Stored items
============
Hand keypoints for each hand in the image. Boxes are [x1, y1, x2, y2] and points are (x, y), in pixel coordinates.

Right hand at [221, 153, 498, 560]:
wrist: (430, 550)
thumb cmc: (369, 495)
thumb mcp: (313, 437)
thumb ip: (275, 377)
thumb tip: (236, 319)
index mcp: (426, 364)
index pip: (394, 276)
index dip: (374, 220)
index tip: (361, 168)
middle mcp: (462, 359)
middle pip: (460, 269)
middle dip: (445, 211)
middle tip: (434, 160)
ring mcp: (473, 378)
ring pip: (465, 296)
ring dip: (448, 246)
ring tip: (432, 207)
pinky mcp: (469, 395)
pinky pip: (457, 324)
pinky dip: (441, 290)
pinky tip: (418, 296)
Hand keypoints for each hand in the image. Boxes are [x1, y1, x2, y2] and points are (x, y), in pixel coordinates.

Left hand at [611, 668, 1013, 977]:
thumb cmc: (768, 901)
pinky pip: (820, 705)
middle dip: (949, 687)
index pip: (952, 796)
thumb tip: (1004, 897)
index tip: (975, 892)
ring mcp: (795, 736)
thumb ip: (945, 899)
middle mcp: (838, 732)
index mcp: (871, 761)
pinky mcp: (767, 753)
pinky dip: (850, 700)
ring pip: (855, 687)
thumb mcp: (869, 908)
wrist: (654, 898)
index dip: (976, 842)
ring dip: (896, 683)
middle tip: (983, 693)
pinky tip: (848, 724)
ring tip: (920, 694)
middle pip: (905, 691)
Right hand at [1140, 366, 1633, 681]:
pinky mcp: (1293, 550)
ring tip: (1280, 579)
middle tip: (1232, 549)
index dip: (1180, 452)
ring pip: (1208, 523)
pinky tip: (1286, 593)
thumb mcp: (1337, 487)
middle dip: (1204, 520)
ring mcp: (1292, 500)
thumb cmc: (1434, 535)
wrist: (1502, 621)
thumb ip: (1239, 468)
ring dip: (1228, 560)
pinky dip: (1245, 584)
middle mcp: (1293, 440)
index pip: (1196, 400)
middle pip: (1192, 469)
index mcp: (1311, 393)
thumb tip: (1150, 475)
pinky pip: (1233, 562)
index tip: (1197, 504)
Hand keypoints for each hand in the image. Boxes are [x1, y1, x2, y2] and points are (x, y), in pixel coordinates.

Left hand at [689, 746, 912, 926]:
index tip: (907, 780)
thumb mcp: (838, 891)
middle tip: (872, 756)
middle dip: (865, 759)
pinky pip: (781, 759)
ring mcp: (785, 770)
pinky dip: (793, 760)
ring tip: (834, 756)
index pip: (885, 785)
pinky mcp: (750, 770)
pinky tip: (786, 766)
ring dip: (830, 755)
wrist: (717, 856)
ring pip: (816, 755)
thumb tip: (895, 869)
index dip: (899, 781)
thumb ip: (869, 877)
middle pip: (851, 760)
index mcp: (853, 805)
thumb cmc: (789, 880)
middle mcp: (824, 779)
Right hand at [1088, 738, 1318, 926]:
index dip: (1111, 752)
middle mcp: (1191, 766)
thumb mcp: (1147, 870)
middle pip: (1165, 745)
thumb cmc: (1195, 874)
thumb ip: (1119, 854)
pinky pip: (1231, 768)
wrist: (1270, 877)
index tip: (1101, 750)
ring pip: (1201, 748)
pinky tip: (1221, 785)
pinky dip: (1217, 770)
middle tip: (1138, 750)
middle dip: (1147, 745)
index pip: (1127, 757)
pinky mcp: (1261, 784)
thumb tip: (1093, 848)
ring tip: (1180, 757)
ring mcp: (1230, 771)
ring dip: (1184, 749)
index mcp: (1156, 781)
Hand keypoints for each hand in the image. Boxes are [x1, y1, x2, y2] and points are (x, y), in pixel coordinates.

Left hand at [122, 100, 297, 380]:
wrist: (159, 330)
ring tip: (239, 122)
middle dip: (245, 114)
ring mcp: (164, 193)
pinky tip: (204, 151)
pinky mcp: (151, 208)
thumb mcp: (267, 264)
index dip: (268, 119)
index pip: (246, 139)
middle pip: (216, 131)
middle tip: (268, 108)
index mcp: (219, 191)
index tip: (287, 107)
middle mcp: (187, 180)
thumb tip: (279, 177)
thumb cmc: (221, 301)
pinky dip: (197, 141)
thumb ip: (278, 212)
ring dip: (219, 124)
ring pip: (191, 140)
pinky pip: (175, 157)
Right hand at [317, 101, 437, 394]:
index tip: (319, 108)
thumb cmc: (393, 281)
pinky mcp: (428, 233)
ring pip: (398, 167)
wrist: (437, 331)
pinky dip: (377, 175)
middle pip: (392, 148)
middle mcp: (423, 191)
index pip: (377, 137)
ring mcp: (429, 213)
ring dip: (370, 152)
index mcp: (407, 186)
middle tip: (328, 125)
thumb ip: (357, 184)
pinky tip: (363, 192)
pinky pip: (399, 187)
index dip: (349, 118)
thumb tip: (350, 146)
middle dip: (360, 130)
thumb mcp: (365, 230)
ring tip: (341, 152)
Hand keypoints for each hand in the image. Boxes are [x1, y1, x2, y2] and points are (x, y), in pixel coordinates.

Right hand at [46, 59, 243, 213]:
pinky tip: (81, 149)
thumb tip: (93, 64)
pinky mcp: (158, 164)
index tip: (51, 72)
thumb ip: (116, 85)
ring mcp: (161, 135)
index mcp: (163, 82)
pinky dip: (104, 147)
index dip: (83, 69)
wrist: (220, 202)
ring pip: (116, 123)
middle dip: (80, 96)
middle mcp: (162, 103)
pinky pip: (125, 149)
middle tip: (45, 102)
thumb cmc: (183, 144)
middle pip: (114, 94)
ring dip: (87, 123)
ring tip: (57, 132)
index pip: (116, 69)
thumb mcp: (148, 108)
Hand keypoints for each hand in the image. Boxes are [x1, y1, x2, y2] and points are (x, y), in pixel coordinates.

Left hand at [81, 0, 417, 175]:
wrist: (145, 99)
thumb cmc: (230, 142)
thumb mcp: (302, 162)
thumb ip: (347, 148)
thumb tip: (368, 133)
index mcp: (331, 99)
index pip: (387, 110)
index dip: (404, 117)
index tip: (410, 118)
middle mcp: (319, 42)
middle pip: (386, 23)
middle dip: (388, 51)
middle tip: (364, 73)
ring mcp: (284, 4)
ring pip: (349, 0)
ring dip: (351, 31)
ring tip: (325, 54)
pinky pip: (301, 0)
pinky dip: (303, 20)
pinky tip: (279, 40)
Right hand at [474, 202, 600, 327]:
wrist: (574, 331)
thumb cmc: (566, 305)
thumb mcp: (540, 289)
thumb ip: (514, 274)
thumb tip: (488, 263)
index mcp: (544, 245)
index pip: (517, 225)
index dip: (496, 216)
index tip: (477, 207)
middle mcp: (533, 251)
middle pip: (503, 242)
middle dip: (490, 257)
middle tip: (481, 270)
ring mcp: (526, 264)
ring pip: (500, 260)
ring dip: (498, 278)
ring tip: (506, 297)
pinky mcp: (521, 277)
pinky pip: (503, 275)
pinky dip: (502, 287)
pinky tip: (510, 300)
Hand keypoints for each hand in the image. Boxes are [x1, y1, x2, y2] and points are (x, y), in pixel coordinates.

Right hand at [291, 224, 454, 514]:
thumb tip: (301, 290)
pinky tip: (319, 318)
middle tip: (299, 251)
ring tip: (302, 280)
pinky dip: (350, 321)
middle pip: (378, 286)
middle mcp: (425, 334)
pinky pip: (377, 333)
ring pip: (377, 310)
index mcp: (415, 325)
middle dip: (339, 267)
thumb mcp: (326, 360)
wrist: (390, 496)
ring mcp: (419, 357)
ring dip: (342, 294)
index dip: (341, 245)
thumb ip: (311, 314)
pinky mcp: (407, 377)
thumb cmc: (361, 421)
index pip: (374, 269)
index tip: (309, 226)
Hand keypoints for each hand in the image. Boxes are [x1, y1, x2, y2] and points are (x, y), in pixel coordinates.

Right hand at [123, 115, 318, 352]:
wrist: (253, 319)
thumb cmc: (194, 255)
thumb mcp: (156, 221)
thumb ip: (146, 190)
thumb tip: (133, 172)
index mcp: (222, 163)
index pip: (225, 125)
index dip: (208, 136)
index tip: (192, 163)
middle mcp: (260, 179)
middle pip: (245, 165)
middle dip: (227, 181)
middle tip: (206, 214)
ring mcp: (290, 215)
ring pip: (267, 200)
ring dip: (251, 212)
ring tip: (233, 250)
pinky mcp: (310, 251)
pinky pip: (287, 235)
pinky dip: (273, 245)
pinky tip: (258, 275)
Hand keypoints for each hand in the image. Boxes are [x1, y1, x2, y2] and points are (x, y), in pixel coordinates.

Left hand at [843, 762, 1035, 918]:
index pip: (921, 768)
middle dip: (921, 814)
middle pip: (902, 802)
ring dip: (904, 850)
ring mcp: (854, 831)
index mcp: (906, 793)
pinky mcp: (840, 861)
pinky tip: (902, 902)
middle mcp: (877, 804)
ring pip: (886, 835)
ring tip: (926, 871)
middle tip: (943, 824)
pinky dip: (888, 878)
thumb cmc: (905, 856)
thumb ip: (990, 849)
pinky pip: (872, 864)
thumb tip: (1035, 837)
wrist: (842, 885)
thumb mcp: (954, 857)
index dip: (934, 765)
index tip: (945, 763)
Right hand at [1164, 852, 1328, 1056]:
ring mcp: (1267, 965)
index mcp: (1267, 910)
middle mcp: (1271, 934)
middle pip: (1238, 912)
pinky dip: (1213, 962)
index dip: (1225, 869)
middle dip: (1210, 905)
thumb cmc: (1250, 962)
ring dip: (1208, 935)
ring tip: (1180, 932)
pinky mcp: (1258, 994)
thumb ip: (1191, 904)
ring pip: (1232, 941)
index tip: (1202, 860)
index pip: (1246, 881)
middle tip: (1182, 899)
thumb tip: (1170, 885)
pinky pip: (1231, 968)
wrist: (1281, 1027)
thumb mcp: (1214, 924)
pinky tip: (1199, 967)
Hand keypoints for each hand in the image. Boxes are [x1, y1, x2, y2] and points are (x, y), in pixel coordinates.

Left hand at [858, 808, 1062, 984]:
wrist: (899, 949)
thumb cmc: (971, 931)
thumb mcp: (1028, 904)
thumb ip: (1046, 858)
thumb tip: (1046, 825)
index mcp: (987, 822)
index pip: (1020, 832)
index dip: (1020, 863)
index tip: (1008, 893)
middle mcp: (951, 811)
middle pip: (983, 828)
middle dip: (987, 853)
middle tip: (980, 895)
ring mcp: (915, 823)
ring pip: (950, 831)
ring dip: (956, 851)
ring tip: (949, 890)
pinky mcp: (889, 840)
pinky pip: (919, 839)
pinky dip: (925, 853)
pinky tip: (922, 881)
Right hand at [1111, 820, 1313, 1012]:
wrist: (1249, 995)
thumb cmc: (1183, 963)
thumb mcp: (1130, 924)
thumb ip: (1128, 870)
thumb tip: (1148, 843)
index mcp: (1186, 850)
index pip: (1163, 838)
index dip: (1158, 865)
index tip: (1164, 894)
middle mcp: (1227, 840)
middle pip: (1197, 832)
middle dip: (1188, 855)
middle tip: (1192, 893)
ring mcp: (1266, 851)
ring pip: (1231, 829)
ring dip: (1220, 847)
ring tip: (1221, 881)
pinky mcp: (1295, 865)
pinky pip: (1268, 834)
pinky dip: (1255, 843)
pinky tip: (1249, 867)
============
> EXERCISE DESCRIPTION
Among the entries above, the lines between the ones containing "middle pip: (386, 23)" and "middle dip: (921, 814)", inclusive, are to be transcribed exactly. No other line is to be given.

> ANSWER FOR THIS EXERCISE
middle pip: (386, 23)
middle dip: (388, 51)
middle tip: (364, 73)
ring mcp: (284, 4)
ring pip: (349, 0)
ring dip: (351, 31)
ring tip: (325, 54)
pinky pip: (301, 0)
pinky dip: (303, 20)
pinky tip: (279, 40)
Right hand at [474, 202, 600, 327]:
wrist: (574, 331)
thumb cmc: (566, 305)
thumb mcp: (540, 289)
thumb ip: (514, 274)
thumb tip: (488, 263)
index mcp: (544, 245)
index pip: (517, 225)
index dip: (496, 216)
index tip: (477, 207)
middle mcp: (533, 251)
middle pip: (503, 242)
middle dip: (490, 257)
middle tip: (481, 270)
ring mcp: (526, 264)
ring pip: (500, 260)
ring dip: (498, 278)
ring tip: (506, 297)
pinky mcp: (521, 277)
pinky pip: (503, 275)
pinky dip: (502, 287)
pinky tip: (510, 300)
Hand keypoints for each hand in the image. Boxes are [x1, y1, x2, y2] and points are (x, y), in pixel coordinates.

Right hand at [291, 224, 454, 514]:
thumb tip: (301, 290)
pinky tip: (319, 318)
middle tip: (299, 251)
ring tip: (302, 280)
pinky dip: (350, 321)
middle pip: (378, 286)
middle mcp: (425, 334)
pinky pip: (377, 333)
ring pip: (377, 310)
index mcp: (415, 325)
middle dip: (339, 267)
thumb mcp: (326, 360)
wrist: (390, 496)
ring mcp: (419, 357)
ring dip: (342, 294)
index dip: (341, 245)
thumb ip: (311, 314)
pinky mcp: (407, 377)
thumb cmc: (361, 421)
index pip: (374, 269)
index tip: (309, 226)
Hand keypoints for each hand in the image. Boxes are [x1, y1, x2, y2] and points are (x, y), in pixel coordinates.

Right hand at [123, 115, 318, 352]:
wrist: (253, 319)
thumb cmc: (194, 255)
thumb mcp: (156, 221)
thumb ip: (146, 190)
thumb tip: (133, 172)
index mcp: (222, 163)
index pip: (225, 125)
index dip: (208, 136)
index tip: (192, 163)
middle mcp: (260, 179)
middle pip: (245, 165)
middle dip: (227, 181)
middle tip: (206, 214)
ring mcp: (290, 215)
ring pip: (267, 200)
ring dip: (251, 212)
ring tip: (233, 250)
pinky mcp: (310, 251)
pinky pip: (287, 235)
pinky dip: (273, 245)
pinky tip: (258, 275)
Hand keypoints for each hand in the image. Boxes are [x1, y1, x2, y2] and points are (x, y), in pixel coordinates.

Left hand at [843, 762, 1035, 918]:
index pip: (921, 768)
middle dip: (921, 814)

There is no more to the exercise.